• **HOW TO COMPLETE THIS TASK**
Give the data again exactly, without images.
[GIVEN RECORDS Boundary: Start]
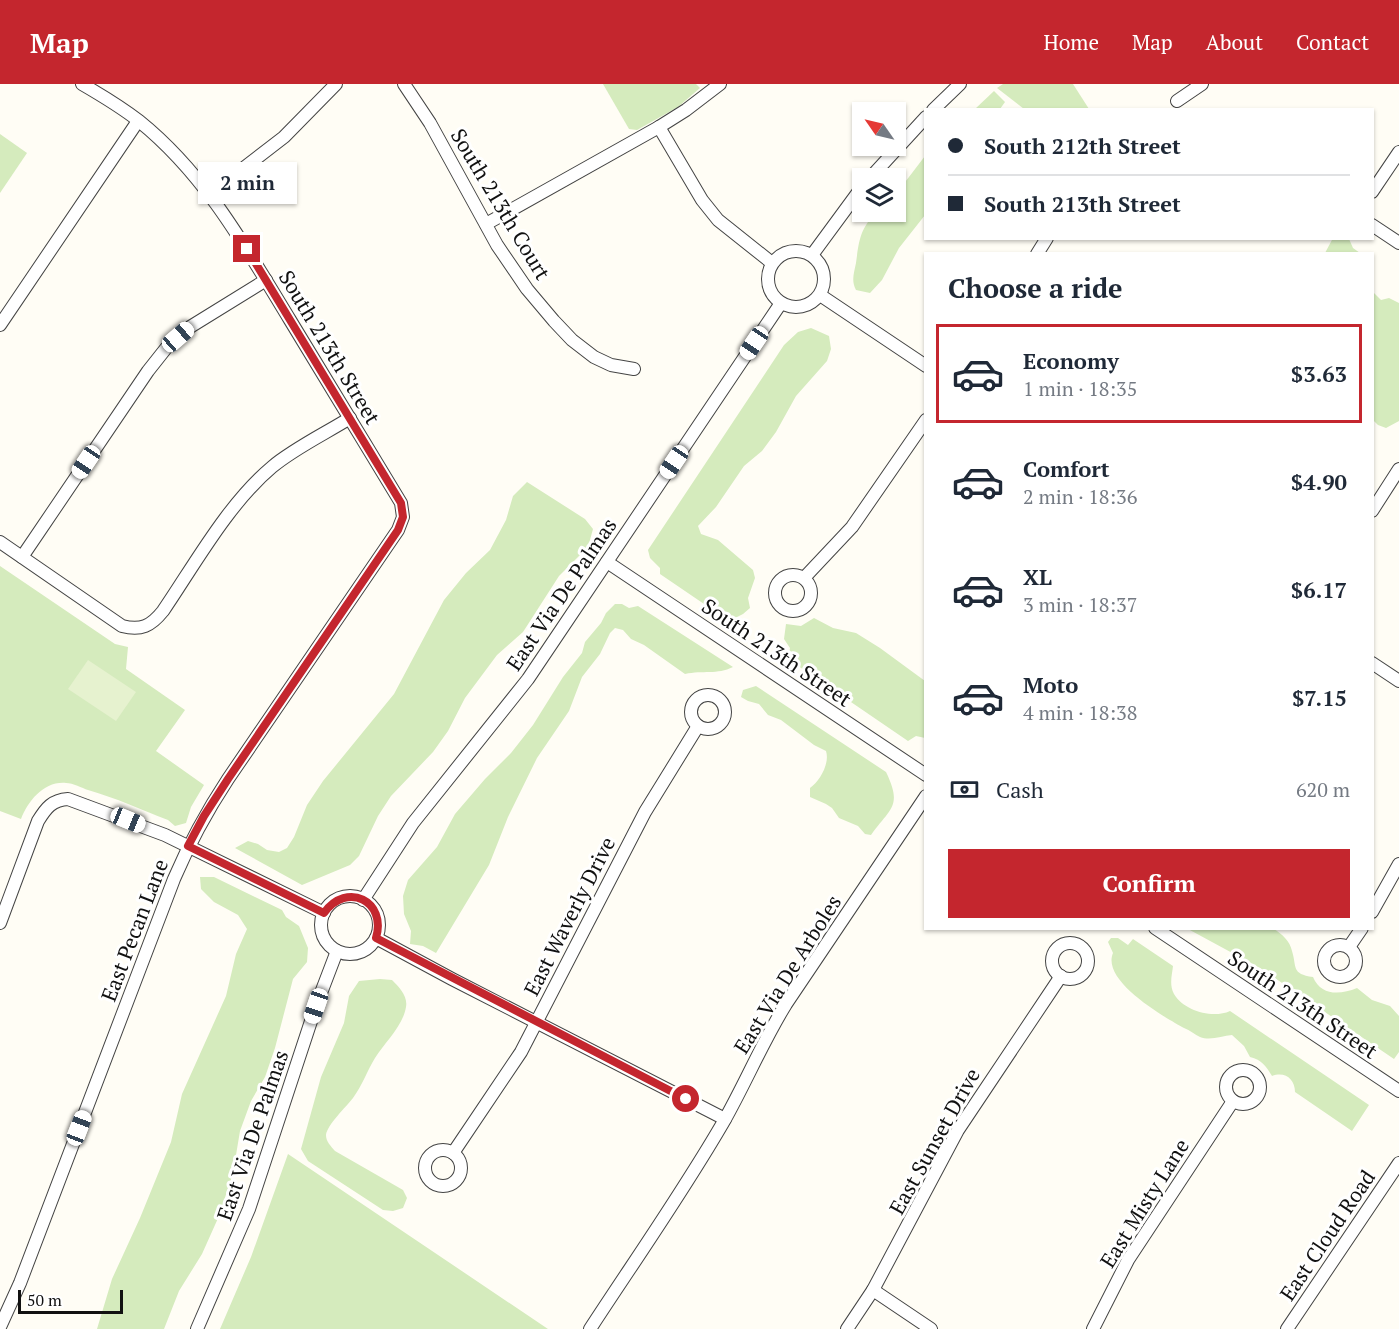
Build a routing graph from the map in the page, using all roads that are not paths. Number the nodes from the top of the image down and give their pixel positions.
1 (81, 84) edge
2 (336, 84) edge
3 (404, 84) edge
4 (720, 84) edge
5 (960, 84) edge
6 (1202, 84) edge
7 (1177, 101) dead end
8 (935, 108) edge
9 (924, 119) edge
10 (138, 121) junction
11 (659, 127) junction
12 (1399, 152) edge
13 (879, 168) edge
14 (1374, 189) edge
15 (210, 194) junction
16 (852, 201) edge
17 (486, 224) junction
18 (1374, 226) edge
19 (1399, 243) edge
20 (812, 255) junction
21 (772, 263) junction
22 (266, 280) junction
23 (820, 295) junction
24 (781, 303) junction
25 (0, 325) edge
26 (924, 365) edge
27 (633, 369) dead end
28 (350, 418) junction
29 (924, 423) edge
30 (1399, 469) edge
31 (1374, 508) edge
32 (403, 517) joint
33 (0, 542) edge
34 (22, 557) junction
35 (607, 562) junction
36 (804, 578) dead end
37 (1374, 664) edge
38 (1399, 681) edge
39 (698, 726) dead end
40 (924, 774) edge
41 (924, 799) edge
42 (188, 846) junction
43 (1399, 864) edge
44 (363, 900) junction
45 (1374, 908) edge
46 (324, 913) junction
47 (0, 923) edge
48 (1158, 930) edge
49 (1361, 930) edge
50 (376, 938) junction
51 (1349, 947) dead end
52 (338, 951) junction
53 (1061, 976) dead end
54 (537, 1022) junction
55 (1399, 1091) edge
56 (1233, 1101) dead end
57 (725, 1119) junction
58 (453, 1153) dead end
59 (1399, 1163) edge
60 (873, 1290) junction
61 (1, 1324) edge
62 (197, 1329) edge
63 (590, 1329) edge
64 (847, 1329) edge
65 (931, 1329) edge
66 (1092, 1329) edge
67 (1287, 1329) edge

1 - 10 street, South 213th Street
2 - 15 street
3 - 17 street, South 213th Court
4 - 11 street
5 - 8 street
6 - 7 street
9 - 13 street
10 - 15 street, South 213th Street
10 - 25 street
11 - 17 street
11 - 21 street
12 - 14 street
15 - 22 street, South 213th Street
16 - 20 street
17 - 27 street, South 213th Court
18 - 19 street
20 - 21 street
20 - 23 street
21 - 24 street
22 - 28 street, South 213th Street
22 - 34 street
23 - 24 street
23 - 26 street
24 - 35 street, East Via De Palmas
28 - 32 street, South 213th Street
28 - 34 street
29 - 36 street
30 - 31 street
32 - 42 street, East Pecan Lane
33 - 34 street
35 - 40 street, South 213th Street
35 - 44 street, East Via De Palmas
37 - 38 street
39 - 54 street, East Waverly Drive
41 - 57 street, East Via De Arboles
42 - 46 street
42 - 47 street
42 - 61 street, East Pecan Lane
43 - 45 street
44 - 46 street
44 - 50 street
46 - 52 street
48 - 55 street, South 213th Street
49 - 51 street
50 - 52 street
50 - 54 street
52 - 62 street, East Via De Palmas
53 - 60 street, East Sunset Drive
54 - 57 street
54 - 58 street, East Waverly Drive
56 - 66 street, East Misty Lane
57 - 63 street, East Via De Arboles
59 - 67 street, East Cloud Road
60 - 64 street, East Sunset Drive
60 - 65 street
[GIVEN RECORDS Boundary: End]
• **WRITTEN ANSWER**
Build a routing graph from the map in the page, using all roads that are not paths. Number the nodes from the top of the image down and give their pixel positions.
1 (81, 84) edge
2 (336, 84) edge
3 (404, 84) edge
4 (720, 84) edge
5 (960, 84) edge
6 (1202, 84) edge
7 (1177, 101) dead end
8 (935, 108) edge
9 (924, 119) edge
10 (138, 121) junction
11 (659, 127) junction
12 (1399, 152) edge
13 (879, 168) edge
14 (1374, 189) edge
15 (210, 194) junction
16 (852, 201) edge
17 (486, 224) junction
18 (1374, 226) edge
19 (1399, 243) edge
20 (812, 255) junction
21 (772, 263) junction
22 (266, 280) junction
23 (820, 295) junction
24 (781, 303) junction
25 (0, 325) edge
26 (924, 365) edge
27 (633, 369) dead end
28 (350, 418) junction
29 (924, 423) edge
30 (1399, 469) edge
31 (1374, 508) edge
32 (403, 517) joint
33 (0, 542) edge
34 (22, 557) junction
35 (607, 562) junction
36 (804, 578) dead end
37 (1374, 664) edge
38 (1399, 681) edge
39 (698, 726) dead end
40 (924, 774) edge
41 (924, 799) edge
42 (188, 846) junction
43 (1399, 864) edge
44 (363, 900) junction
45 (1374, 908) edge
46 (324, 913) junction
47 (0, 923) edge
48 (1158, 930) edge
49 (1361, 930) edge
50 (376, 938) junction
51 (1349, 947) dead end
52 (338, 951) junction
53 (1061, 976) dead end
54 (537, 1022) junction
55 (1399, 1091) edge
56 (1233, 1101) dead end
57 (725, 1119) junction
58 (453, 1153) dead end
59 (1399, 1163) edge
60 (873, 1290) junction
61 (1, 1324) edge
62 (197, 1329) edge
63 (590, 1329) edge
64 (847, 1329) edge
65 (931, 1329) edge
66 (1092, 1329) edge
67 (1287, 1329) edge

1 - 10 street, South 213th Street
2 - 15 street
3 - 17 street, South 213th Court
4 - 11 street
5 - 8 street
6 - 7 street
9 - 13 street
10 - 15 street, South 213th Street
10 - 25 street
11 - 17 street
11 - 21 street
12 - 14 street
15 - 22 street, South 213th Street
16 - 20 street
17 - 27 street, South 213th Court
18 - 19 street
20 - 21 street
20 - 23 street
21 - 24 street
22 - 28 street, South 213th Street
22 - 34 street
23 - 24 street
23 - 26 street
24 - 35 street, East Via De Palmas
28 - 32 street, South 213th Street
28 - 34 street
29 - 36 street
30 - 31 street
32 - 42 street, East Pecan Lane
33 - 34 street
35 - 40 street, South 213th Street
35 - 44 street, East Via De Palmas
37 - 38 street
39 - 54 street, East Waverly Drive
41 - 57 street, East Via De Arboles
42 - 46 street
42 - 47 street
42 - 61 street, East Pecan Lane
43 - 45 street
44 - 46 street
44 - 50 street
46 - 52 street
48 - 55 street, South 213th Street
49 - 51 street
50 - 52 street
50 - 54 street
52 - 62 street, East Via De Palmas
53 - 60 street, East Sunset Drive
54 - 57 street
54 - 58 street, East Waverly Drive
56 - 66 street, East Misty Lane
57 - 63 street, East Via De Arboles
59 - 67 street, East Cloud Road
60 - 64 street, East Sunset Drive
60 - 65 street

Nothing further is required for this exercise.